▶ **Exercise brief**
Without the pictures, output the records below word for word.

▶ **Source data**

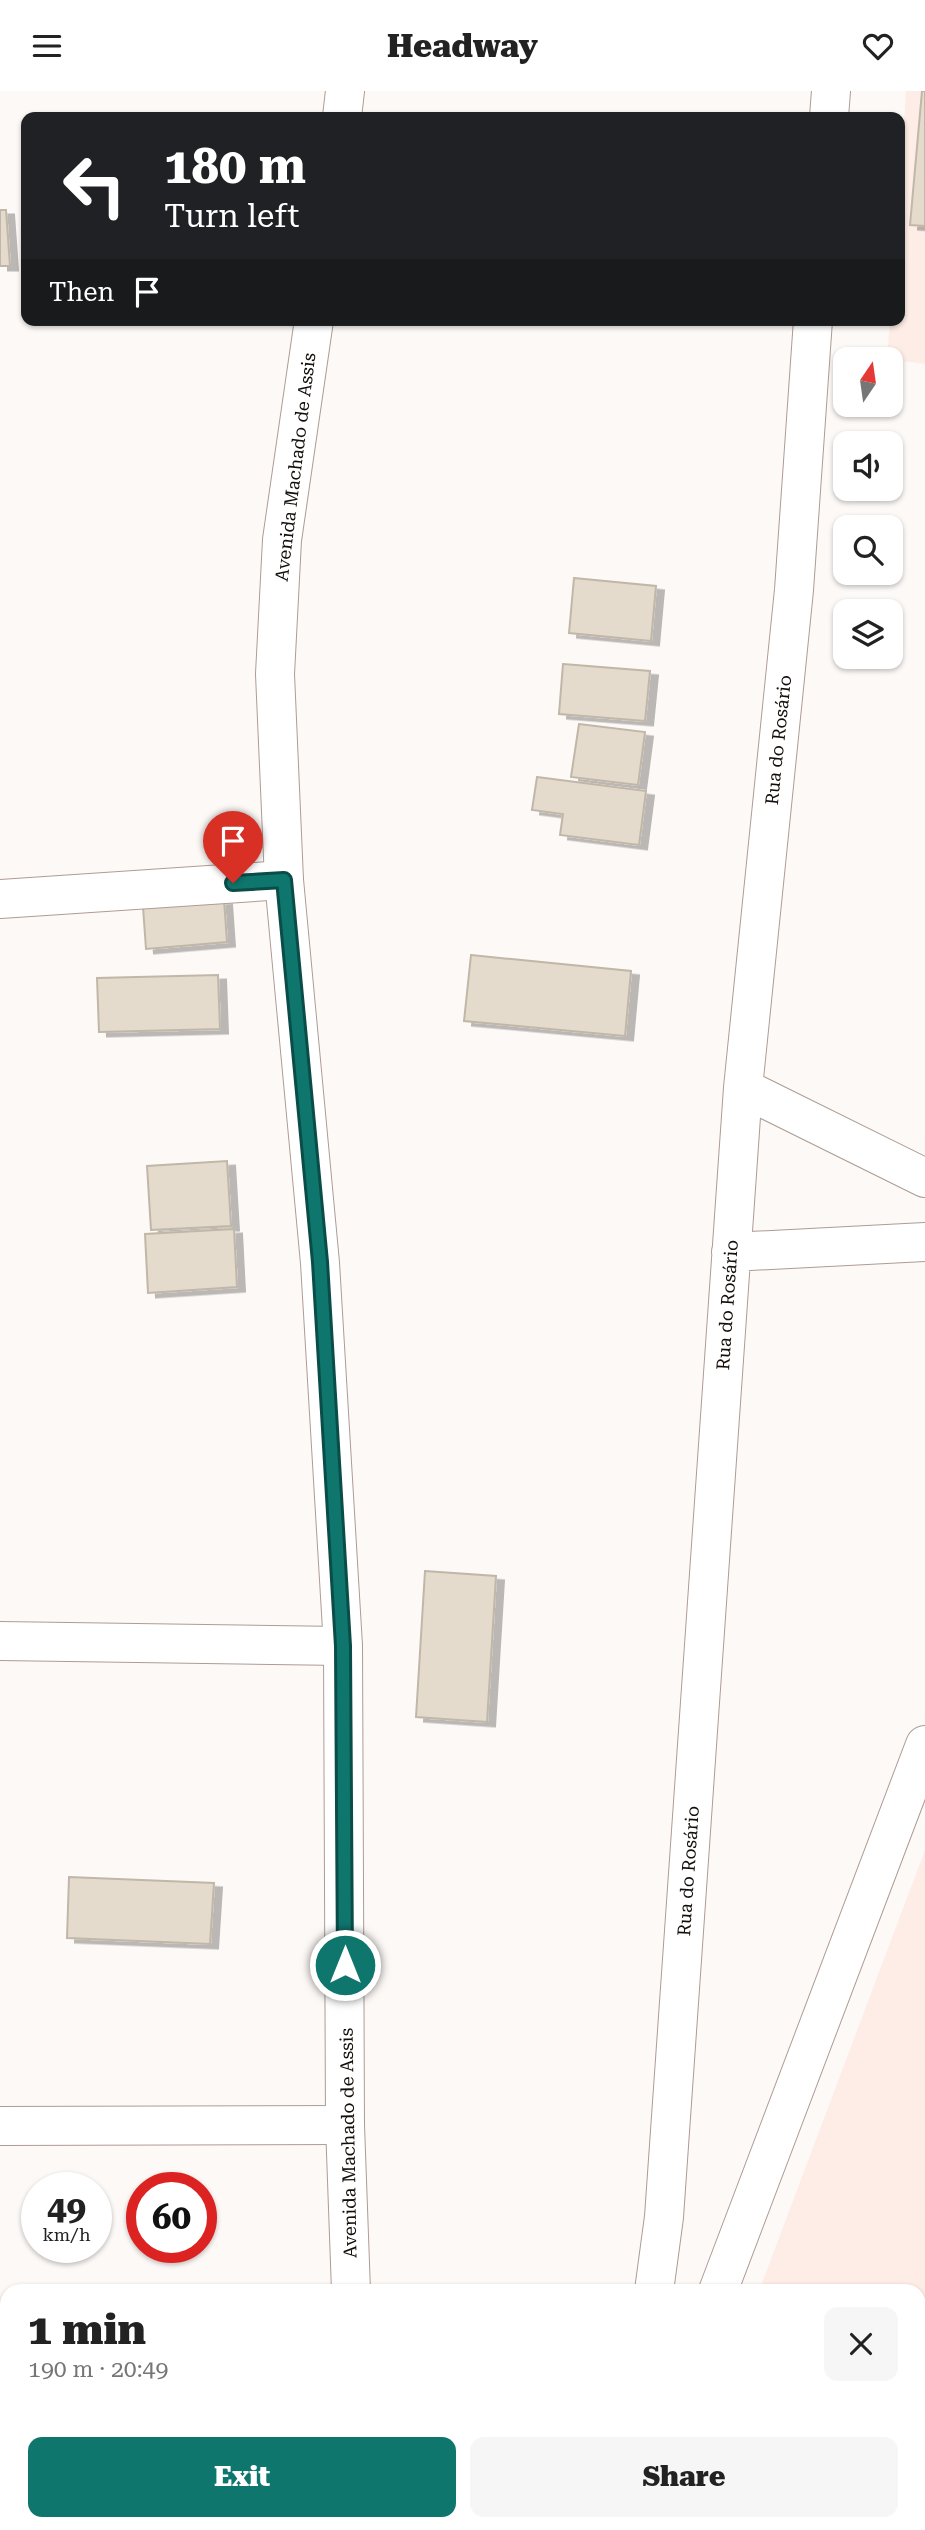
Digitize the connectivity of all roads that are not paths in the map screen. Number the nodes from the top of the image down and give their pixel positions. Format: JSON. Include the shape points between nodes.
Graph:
{"nodes":[{"id":1,"x":345,"y":91,"type":"edge"},
{"id":2,"x":831,"y":91,"type":"edge"},
{"id":3,"x":343,"y":112,"type":"edge"},
{"id":4,"x":829,"y":112,"type":"edge"},
{"id":5,"x":313,"y":326,"type":"edge"},
{"id":6,"x":813,"y":326,"type":"edge"},
{"id":7,"x":284,"y":880,"type":"junction"},
{"id":8,"x":0,"y":898,"type":"edge"},
{"id":9,"x":743,"y":1088,"type":"junction"},
{"id":10,"x":925,"y":1178,"type":"edge"},
{"id":11,"x":925,"y":1242,"type":"edge"},
{"id":12,"x":731,"y":1252,"type":"junction"},
{"id":13,"x":0,"y":1641,"type":"edge"},
{"id":14,"x":343,"y":1646,"type":"junction"},
{"id":15,"x":925,"y":1745,"type":"edge"},
{"id":16,"x":345,"y":2125,"type":"junction"},
{"id":17,"x":0,"y":2126,"type":"edge"},
{"id":18,"x":351,"y":2284,"type":"edge"},
{"id":19,"x":655,"y":2284,"type":"edge"},
{"id":20,"x":721,"y":2284,"type":"edge"}],
"edges":[{"from":1,"to":3,"type":"street"},
{"from":2,"to":4,"type":"street"},
{"from":5,"to":7,"type":"street","name":"Avenida Machado de Assis","via":[[282,540],[275,674]]},
{"from":6,"to":9,"type":"street","name":"Rua do Rosário","via":[[794,590]]},
{"from":7,"to":8,"type":"street"},
{"from":7,"to":14,"type":"street","name":"Avenida Machado de Assis","via":[[320,1262]]},
{"from":9,"to":10,"type":"street"},
{"from":9,"to":12,"type":"street","name":"Rua do Rosário"},
{"from":11,"to":12,"type":"street"},
{"from":12,"to":19,"type":"street","name":"Rua do Rosário","via":[[665,2204]]},
{"from":13,"to":14,"type":"street"},
{"from":14,"to":16,"type":"street","name":"Avenida Machado de Assis"},
{"from":15,"to":20,"type":"street"},
{"from":16,"to":17,"type":"street"},
{"from":16,"to":18,"type":"street","name":"Avenida Machado de Assis"}]}
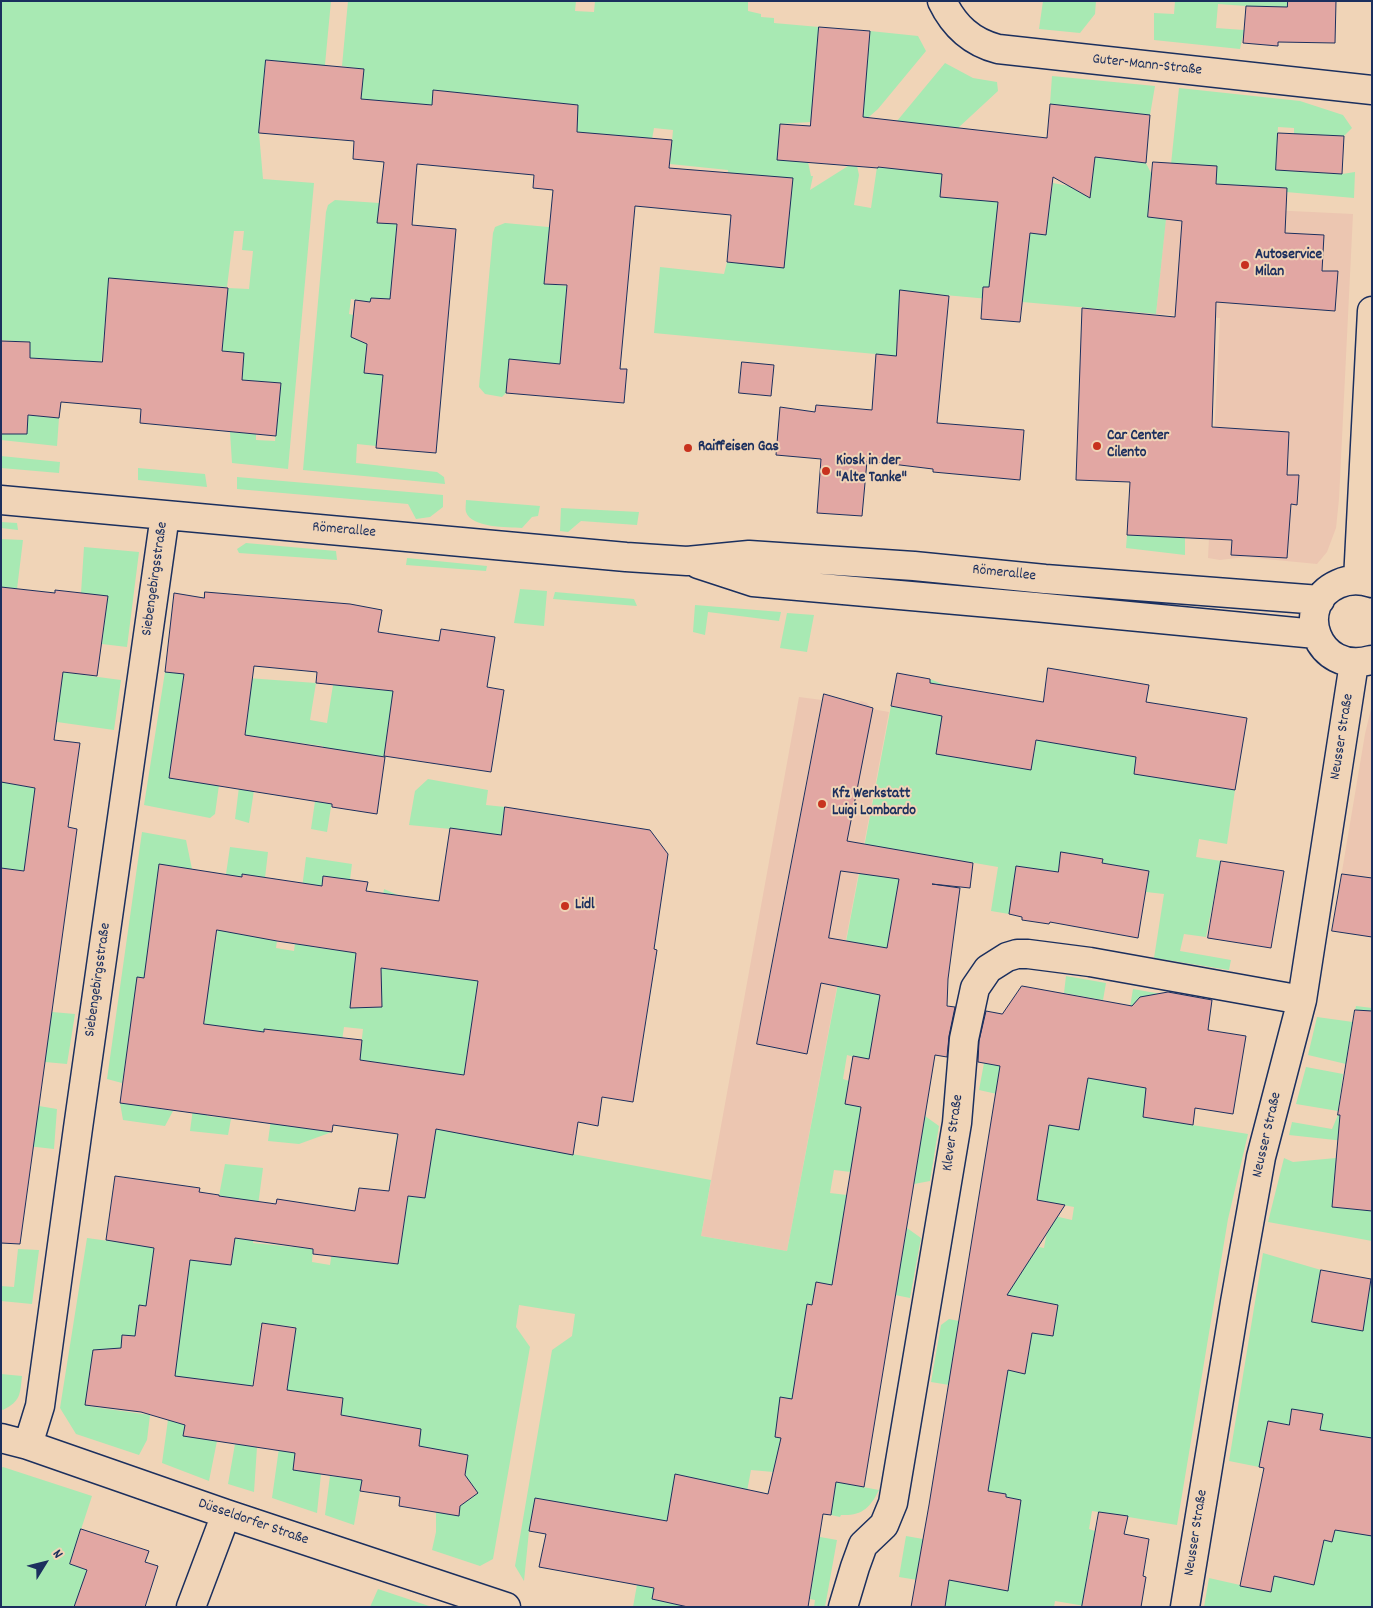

▶ **Exercise solution**
Digitize the connectivity of all roads that are not paths in the map screen. Number the nodes from the top of the image down and give their pixel positions. Format: JSON. Include the shape points between nodes.
Graph:
{"nodes":[{"id":1,"x":345,"y":91,"type":"edge"},
{"id":2,"x":831,"y":91,"type":"edge"},
{"id":3,"x":343,"y":112,"type":"edge"},
{"id":4,"x":829,"y":112,"type":"edge"},
{"id":5,"x":313,"y":326,"type":"edge"},
{"id":6,"x":813,"y":326,"type":"edge"},
{"id":7,"x":284,"y":880,"type":"junction"},
{"id":8,"x":0,"y":898,"type":"edge"},
{"id":9,"x":743,"y":1088,"type":"junction"},
{"id":10,"x":925,"y":1178,"type":"edge"},
{"id":11,"x":925,"y":1242,"type":"edge"},
{"id":12,"x":731,"y":1252,"type":"junction"},
{"id":13,"x":0,"y":1641,"type":"edge"},
{"id":14,"x":343,"y":1646,"type":"junction"},
{"id":15,"x":925,"y":1745,"type":"edge"},
{"id":16,"x":345,"y":2125,"type":"junction"},
{"id":17,"x":0,"y":2126,"type":"edge"},
{"id":18,"x":351,"y":2284,"type":"edge"},
{"id":19,"x":655,"y":2284,"type":"edge"},
{"id":20,"x":721,"y":2284,"type":"edge"}],
"edges":[{"from":1,"to":3,"type":"street"},
{"from":2,"to":4,"type":"street"},
{"from":5,"to":7,"type":"street","name":"Avenida Machado de Assis","via":[[282,540],[275,674]]},
{"from":6,"to":9,"type":"street","name":"Rua do Rosário","via":[[794,590]]},
{"from":7,"to":8,"type":"street"},
{"from":7,"to":14,"type":"street","name":"Avenida Machado de Assis","via":[[320,1262]]},
{"from":9,"to":10,"type":"street"},
{"from":9,"to":12,"type":"street","name":"Rua do Rosário"},
{"from":11,"to":12,"type":"street"},
{"from":12,"to":19,"type":"street","name":"Rua do Rosário","via":[[665,2204]]},
{"from":13,"to":14,"type":"street"},
{"from":14,"to":16,"type":"street","name":"Avenida Machado de Assis"},
{"from":15,"to":20,"type":"street"},
{"from":16,"to":17,"type":"street"},
{"from":16,"to":18,"type":"street","name":"Avenida Machado de Assis"}]}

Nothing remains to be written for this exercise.